A standard (beta) Vae was used with the following improvements:
- Using desubpixel and subpixel for up sampling and down sampling. This method allows creating smaller feature maps without losing information like in pooling layers, the image is just split to more channels. 1x1 convolution are used to reduce the number of channels later (for fewer parameters in the fully connected layers). This improvement is inspired by this paper
- VGG perceptual loss is used as an addition to the regular reconstruction loss. In VAE's, MSE or BCE loss is usually used as the reconstruction loss which produces sharp photos because it makes improves the reconstruction error on average of all pixels, but ignores the relations between neighboring pixels. VGG loss passes both original image and reconstructed image through the first few feature layers of VGG pretrained network and then uses MSE loss. this makes sharper reconstructions. inspired by this paper
Generally, a very deep model with residual blocks was used. In order to reduce the amount of trained parameters, which lay mostly in the fully connected layers, 1x1 convolution was used to reduce the number of channels.
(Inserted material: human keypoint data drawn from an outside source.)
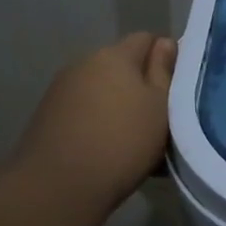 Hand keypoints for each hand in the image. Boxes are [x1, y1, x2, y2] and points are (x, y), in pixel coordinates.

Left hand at [11, 32, 176, 213]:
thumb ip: (164, 72)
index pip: (146, 39)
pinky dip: (101, 124)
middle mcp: (84, 64)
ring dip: (120, 107)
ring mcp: (61, 91)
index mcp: (114, 55)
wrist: (58, 186)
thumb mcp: (160, 106)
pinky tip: (110, 153)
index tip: (177, 88)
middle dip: (142, 85)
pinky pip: (86, 112)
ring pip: (103, 91)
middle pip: (122, 66)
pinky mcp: (48, 118)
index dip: (165, 58)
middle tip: (162, 119)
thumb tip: (164, 43)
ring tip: (136, 140)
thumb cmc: (122, 141)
input: 3x256x256 image batch | output |
---|---|
1x1 convolution to create feature maps followed by Leaky RELU | 8x256x256 |
5 Residual Blocks* of 3x3 convolution | 8x256x256 |
Subpixel (nn.PixelUnshuffle) with factor of 2 | 32x128x128 |
1x1 convolution | 16x128x128 |
5 Residual Blocks* of 3x3 convolution | 16x128x128 |
Subpixel (nn.PixelUnshuffle) with factor of 2 | 64x64x64 |
1x1 convolution | 32x64x64 |
5 Residual Blocks* of 3x3 convolution | 32x64x64 |
Subpixel (nn.PixelUnshuffle) with factor of 2 | 128x32x32 |
1x1 convolution | 64x32x32 |
5 Residual Blocks* of 3x3 convolution | 64x32x32 |
1x1 convolution + Leaky RELU | 32x32x32 |
1x1 convolution + Leaky RELU | 16x32x32 |
1x1 convolution + Leaky RELU | 8x32x32 |
FC layer with output of 512 units and Leaky RELU | 512 |
Layer Norm | 512 |
FC layer with output of 256 units and Leaky RELU | 256 |
Layer Norm | 256 |
Two identical FC layers followed by Leaky Relu (for mu and sigma) | 256x2 |
Two Identical FC layers to produce mu and sigma for latent space of size 128 | 128x2 |
*Residual blocks are composed of the following layers where the output is the result added to the input:
- 3x3 convolution
- Leaky RELU
- 3x3 convolution
The decoder is a mirror image of the encoder - Subpixel (nn.PixelUnshuffle) are replaced with desubpixel (nn.Pixelshuffle) and the rest remains the same.
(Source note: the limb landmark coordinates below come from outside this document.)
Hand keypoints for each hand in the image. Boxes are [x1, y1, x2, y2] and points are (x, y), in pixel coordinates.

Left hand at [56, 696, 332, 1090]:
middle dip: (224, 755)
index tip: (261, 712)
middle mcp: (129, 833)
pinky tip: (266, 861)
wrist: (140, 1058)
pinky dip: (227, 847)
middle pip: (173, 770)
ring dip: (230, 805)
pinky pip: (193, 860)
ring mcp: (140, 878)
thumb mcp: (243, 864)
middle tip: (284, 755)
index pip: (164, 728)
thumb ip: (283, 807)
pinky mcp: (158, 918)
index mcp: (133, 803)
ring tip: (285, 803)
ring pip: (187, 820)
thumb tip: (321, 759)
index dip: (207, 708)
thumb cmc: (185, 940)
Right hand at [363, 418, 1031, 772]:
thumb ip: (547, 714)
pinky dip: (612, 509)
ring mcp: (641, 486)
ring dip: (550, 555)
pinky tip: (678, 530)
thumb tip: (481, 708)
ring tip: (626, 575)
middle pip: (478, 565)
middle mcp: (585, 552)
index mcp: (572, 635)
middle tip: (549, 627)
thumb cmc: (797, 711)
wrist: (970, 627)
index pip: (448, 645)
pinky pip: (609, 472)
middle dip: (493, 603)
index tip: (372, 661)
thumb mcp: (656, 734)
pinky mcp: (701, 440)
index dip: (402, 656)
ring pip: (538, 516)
More visualizations can be seen in SampleAndVisualize.ipynb.
This is done by calculating the mean s.t.d and mean of the entire dataset and sampling from this parameters. Actualy a small trick had to be applied to get good images due to some anomalies in the s.t.d vector, look at SampleAndVisualize.ipynb.
The data set is made of 1043 images. 273 of them are images taken from my phone during the last year and the rest were extracted from approximately 50 videos captured with my phone as well. For each second in each video, 3 images were taken, then most of them were filtered manually. Finally, all images were cropped and down-sampled to two data sets: 128x128 and 256x256. The first one was used for experimenting with the architecture.
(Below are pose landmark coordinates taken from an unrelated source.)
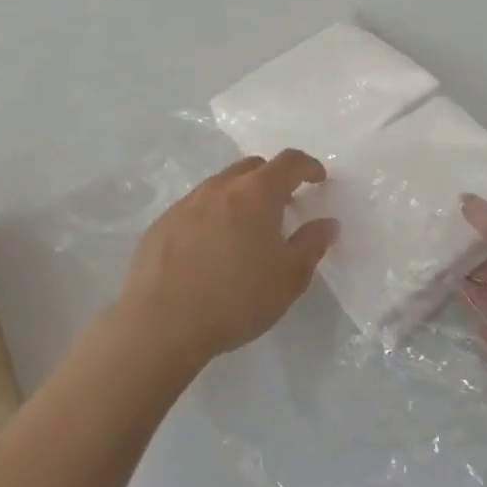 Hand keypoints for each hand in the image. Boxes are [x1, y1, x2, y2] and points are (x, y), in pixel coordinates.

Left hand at [120, 151, 337, 368]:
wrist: (159, 324)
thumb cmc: (235, 299)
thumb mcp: (288, 279)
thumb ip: (311, 245)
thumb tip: (327, 223)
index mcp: (257, 193)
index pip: (289, 162)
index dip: (308, 166)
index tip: (318, 179)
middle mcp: (221, 187)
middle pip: (253, 167)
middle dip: (273, 178)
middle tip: (284, 205)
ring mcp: (187, 203)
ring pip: (222, 185)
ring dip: (240, 196)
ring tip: (246, 229)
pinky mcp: (162, 223)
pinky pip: (196, 207)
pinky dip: (213, 215)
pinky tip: (210, 248) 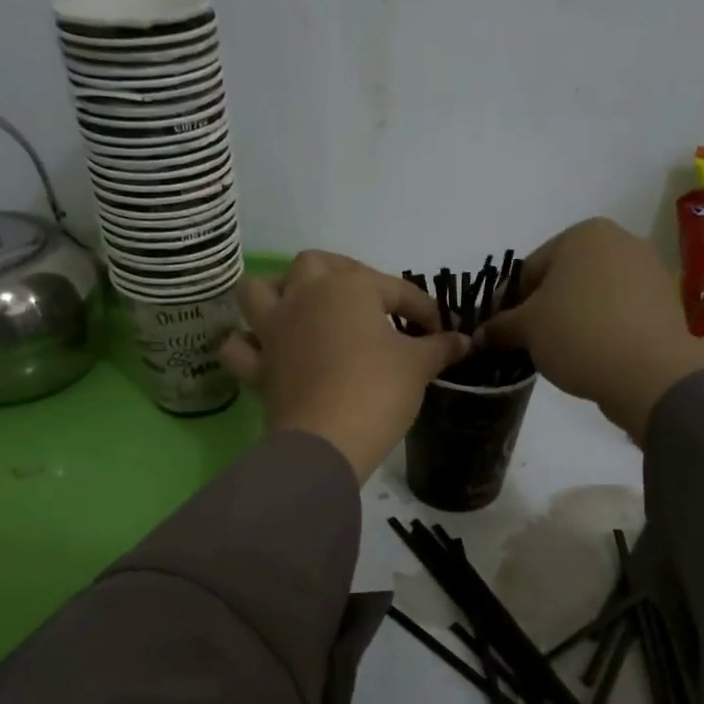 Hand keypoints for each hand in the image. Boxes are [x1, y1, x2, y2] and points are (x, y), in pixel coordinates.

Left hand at [220, 251, 469, 482]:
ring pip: (258, 290)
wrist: (329, 440)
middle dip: (342, 274)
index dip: (421, 307)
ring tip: (301, 308)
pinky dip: (248, 345)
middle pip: (316, 264)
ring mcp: (274, 329)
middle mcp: (305, 296)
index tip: (439, 330)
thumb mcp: (418, 366)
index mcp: (348, 287)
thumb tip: (464, 341)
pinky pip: (239, 347)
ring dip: (276, 293)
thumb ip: (439, 347)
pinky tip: (267, 351)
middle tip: (366, 302)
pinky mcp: (258, 365)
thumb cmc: (378, 390)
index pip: (394, 289)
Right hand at [481, 218, 703, 437]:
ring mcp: (648, 270)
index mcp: (582, 234)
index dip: (511, 304)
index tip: (505, 334)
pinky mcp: (665, 301)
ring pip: (592, 296)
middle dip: (544, 310)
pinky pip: (619, 312)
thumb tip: (479, 336)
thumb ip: (500, 328)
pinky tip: (593, 355)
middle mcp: (619, 240)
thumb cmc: (578, 334)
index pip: (528, 270)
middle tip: (532, 344)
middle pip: (563, 279)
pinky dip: (602, 328)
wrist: (650, 372)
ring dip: (573, 319)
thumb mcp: (526, 330)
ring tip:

The dataset is divided to normal images and images that were extracted from videos. The reason is that the images that were taken from videos have lower quality and repetitive, therefore, during training they were sampled with lower probability of p=0.5. Recall that There are match more images from videos then normal images which makes this probability lower than just drawing random image from the entire dataset.
The model was trained for 5k episodes with learning rate of 4e-4 and 2.5k more epochs with learning rate of 2e-5. The hyper-parameters used for training are here
During training, the following augmentations were performed on each sample:
- Random warp perspective with distortion rate of 0.1, it can be seen that generated images are also warped and have some black pixel near the edges
- Random crop with ratio between 0.8 and 1
- horizontal flip with probability of 0.5
-
Clone the repository, it contains the processed data set
-
run
pip install requirements.txt
You might need to install the appropriate version of pytorch manually.
-
run Train256.py, which contains the hyper-parameters as well.